What to work on »
Give back every entry, copied exactly.

Stored data entries
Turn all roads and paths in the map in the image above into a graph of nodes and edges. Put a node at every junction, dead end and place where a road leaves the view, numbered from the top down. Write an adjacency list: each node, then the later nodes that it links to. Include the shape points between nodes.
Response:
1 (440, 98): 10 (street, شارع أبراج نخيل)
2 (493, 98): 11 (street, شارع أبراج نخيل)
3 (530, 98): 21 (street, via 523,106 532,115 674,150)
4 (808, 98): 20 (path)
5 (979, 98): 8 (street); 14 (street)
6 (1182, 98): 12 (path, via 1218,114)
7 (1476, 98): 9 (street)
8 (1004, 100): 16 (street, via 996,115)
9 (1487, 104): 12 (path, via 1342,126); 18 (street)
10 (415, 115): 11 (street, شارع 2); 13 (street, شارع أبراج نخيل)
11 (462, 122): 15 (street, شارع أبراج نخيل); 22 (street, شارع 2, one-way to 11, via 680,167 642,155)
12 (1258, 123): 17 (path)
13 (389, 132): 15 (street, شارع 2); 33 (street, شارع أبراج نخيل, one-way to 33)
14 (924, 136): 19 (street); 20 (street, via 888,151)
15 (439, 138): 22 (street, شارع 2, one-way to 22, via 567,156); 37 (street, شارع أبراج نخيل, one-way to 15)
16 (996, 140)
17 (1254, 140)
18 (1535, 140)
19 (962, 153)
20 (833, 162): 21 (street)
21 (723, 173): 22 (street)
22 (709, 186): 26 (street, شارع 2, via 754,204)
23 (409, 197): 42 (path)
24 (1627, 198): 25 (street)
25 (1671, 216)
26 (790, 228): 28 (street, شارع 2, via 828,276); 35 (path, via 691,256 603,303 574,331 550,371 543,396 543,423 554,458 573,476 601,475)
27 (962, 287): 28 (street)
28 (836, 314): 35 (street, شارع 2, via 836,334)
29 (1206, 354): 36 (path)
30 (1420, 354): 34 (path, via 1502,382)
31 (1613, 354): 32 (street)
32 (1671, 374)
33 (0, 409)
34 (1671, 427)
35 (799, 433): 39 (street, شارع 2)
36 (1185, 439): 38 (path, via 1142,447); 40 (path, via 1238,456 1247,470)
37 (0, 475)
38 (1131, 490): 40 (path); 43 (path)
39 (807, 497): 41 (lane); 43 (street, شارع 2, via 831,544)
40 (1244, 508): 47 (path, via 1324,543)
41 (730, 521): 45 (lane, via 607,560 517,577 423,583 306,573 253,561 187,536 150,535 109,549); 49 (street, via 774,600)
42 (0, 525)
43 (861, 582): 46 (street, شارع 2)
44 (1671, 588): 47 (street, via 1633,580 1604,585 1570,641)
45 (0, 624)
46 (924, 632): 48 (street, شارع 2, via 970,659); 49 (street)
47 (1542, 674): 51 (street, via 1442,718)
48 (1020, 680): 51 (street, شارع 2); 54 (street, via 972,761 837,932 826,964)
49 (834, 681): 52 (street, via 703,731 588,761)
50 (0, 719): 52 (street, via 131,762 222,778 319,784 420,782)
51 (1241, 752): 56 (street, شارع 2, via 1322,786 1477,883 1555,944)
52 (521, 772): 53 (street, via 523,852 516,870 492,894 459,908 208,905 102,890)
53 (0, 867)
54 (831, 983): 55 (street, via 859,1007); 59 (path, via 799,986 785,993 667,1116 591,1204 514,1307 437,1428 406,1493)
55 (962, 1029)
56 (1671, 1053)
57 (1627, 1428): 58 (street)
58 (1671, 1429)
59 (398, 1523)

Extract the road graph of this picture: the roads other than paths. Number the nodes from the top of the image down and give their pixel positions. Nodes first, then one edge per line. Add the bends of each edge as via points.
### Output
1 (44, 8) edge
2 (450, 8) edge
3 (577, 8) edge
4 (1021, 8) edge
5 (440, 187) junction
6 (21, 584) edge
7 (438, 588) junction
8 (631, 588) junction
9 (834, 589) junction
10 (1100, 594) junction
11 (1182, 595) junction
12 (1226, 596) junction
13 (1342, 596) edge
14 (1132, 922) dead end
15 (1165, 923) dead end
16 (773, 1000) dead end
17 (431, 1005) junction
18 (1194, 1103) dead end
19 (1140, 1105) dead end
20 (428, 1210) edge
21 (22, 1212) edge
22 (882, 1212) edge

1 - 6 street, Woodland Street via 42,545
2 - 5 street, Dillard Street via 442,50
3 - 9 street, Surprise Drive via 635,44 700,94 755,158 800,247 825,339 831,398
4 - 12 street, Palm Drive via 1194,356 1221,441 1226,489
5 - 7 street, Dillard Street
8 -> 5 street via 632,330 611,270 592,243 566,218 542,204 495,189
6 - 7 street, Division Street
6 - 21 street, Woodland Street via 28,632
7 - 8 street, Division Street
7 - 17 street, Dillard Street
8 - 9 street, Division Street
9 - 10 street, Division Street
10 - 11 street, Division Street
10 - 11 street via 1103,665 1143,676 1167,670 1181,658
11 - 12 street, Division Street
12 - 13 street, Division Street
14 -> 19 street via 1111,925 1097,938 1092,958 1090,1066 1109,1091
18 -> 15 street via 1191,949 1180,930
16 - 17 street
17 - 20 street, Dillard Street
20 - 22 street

Solution to this problem »
Turn all roads and paths in the map in the image above into a graph of nodes and edges. Put a node at every junction, dead end and place where a road leaves the view, numbered from the top down. Write an adjacency list: each node, then the later nodes that it links to. Include the shape points between nodes.
Response:
1 (440, 98): 10 (street, شارع أبراج نخيل)
2 (493, 98): 11 (street, شارع أبراج نخيل)
3 (530, 98): 21 (street, via 523,106 532,115 674,150)
4 (808, 98): 20 (path)
5 (979, 98): 8 (street); 14 (street)
6 (1182, 98): 12 (path, via 1218,114)
7 (1476, 98): 9 (street)
8 (1004, 100): 16 (street, via 996,115)
9 (1487, 104): 12 (path, via 1342,126); 18 (street)
10 (415, 115): 11 (street, شارع 2); 13 (street, شارع أبراج نخيل)
11 (462, 122): 15 (street, شارع أبراج نخيل); 22 (street, شارع 2, one-way to 11, via 680,167 642,155)
12 (1258, 123): 17 (path)
13 (389, 132): 15 (street, شارع 2); 33 (street, شارع أبراج نخيل, one-way to 33)
14 (924, 136): 19 (street); 20 (street, via 888,151)
15 (439, 138): 22 (street, شارع 2, one-way to 22, via 567,156); 37 (street, شارع أبراج نخيل, one-way to 15)
16 (996, 140)
17 (1254, 140)
18 (1535, 140)
19 (962, 153)
20 (833, 162): 21 (street)
21 (723, 173): 22 (street)
22 (709, 186): 26 (street, شارع 2, via 754,204)
23 (409, 197): 42 (path)
24 (1627, 198): 25 (street)
25 (1671, 216)
26 (790, 228): 28 (street, شارع 2, via 828,276); 35 (path, via 691,256 603,303 574,331 550,371 543,396 543,423 554,458 573,476 601,475)
27 (962, 287): 28 (street)
28 (836, 314): 35 (street, شارع 2, via 836,334)
29 (1206, 354): 36 (path)
30 (1420, 354): 34 (path, via 1502,382)
31 (1613, 354): 32 (street)
32 (1671, 374)
33 (0, 409)
34 (1671, 427)
35 (799, 433): 39 (street, شارع 2)
36 (1185, 439): 38 (path, via 1142,447); 40 (path, via 1238,456 1247,470)
37 (0, 475)
38 (1131, 490): 40 (path); 43 (path)
39 (807, 497): 41 (lane); 43 (street, شارع 2, via 831,544)
40 (1244, 508): 47 (path, via 1324,543)
41 (730, 521): 45 (lane, via 607,560 517,577 423,583 306,573 253,561 187,536 150,535 109,549); 49 (street, via 774,600)
42 (0, 525)
43 (861, 582): 46 (street, شارع 2)
44 (1671, 588): 47 (street, via 1633,580 1604,585 1570,641)
45 (0, 624)
46 (924, 632): 48 (street, شارع 2, via 970,659); 49 (street)
47 (1542, 674): 51 (street, via 1442,718)
48 (1020, 680): 51 (street, شارع 2); 54 (street, via 972,761 837,932 826,964)
49 (834, 681): 52 (street, via 703,731 588,761)
50 (0, 719): 52 (street, via 131,762 222,778 319,784 420,782)
51 (1241, 752): 56 (street, شارع 2, via 1322,786 1477,883 1555,944)
52 (521, 772): 53 (street, via 523,852 516,870 492,894 459,908 208,905 102,890)
53 (0, 867)
54 (831, 983): 55 (street, via 859,1007); 59 (path, via 799,986 785,993 667,1116 591,1204 514,1307 437,1428 406,1493)
55 (962, 1029)
56 (1671, 1053)
57 (1627, 1428): 58 (street)
58 (1671, 1429)
59 (398, 1523)

Extract the road graph of this picture: the roads other than paths. Number the nodes from the top of the image down and give their pixel positions. Nodes first, then one edge per line. Add the bends of each edge as via points.
### Output
1 (44, 8) edge
2 (450, 8) edge
3 (577, 8) edge
4 (1021, 8) edge
5 (440, 187) junction
6 (21, 584) edge
7 (438, 588) junction
8 (631, 588) junction
9 (834, 589) junction
10 (1100, 594) junction
11 (1182, 595) junction
12 (1226, 596) junction
13 (1342, 596) edge
14 (1132, 922) dead end
15 (1165, 923) dead end
16 (773, 1000) dead end
17 (431, 1005) junction
18 (1194, 1103) dead end
19 (1140, 1105) dead end
20 (428, 1210) edge
21 (22, 1212) edge
22 (882, 1212) edge

1 - 6 street, Woodland Street via 42,545
2 - 5 street, Dillard Street via 442,50
3 - 9 street, Surprise Drive via 635,44 700,94 755,158 800,247 825,339 831,398
4 - 12 street, Palm Drive via 1194,356 1221,441 1226,489
5 - 7 street, Dillard Street
8 -> 5 street via 632,330 611,270 592,243 566,218 542,204 495,189
6 - 7 street, Division Street
6 - 21 street, Woodland Street via 28,632
7 - 8 street, Division Street
7 - 17 street, Dillard Street
8 - 9 street, Division Street
9 - 10 street, Division Street
10 - 11 street, Division Street
10 - 11 street via 1103,665 1143,676 1167,670 1181,658
11 - 12 street, Division Street
12 - 13 street, Division Street
14 -> 19 street via 1111,925 1097,938 1092,958 1090,1066 1109,1091
18 -> 15 street via 1191,949 1180,930
16 - 17 street
17 - 20 street, Dillard Street
20 - 22 street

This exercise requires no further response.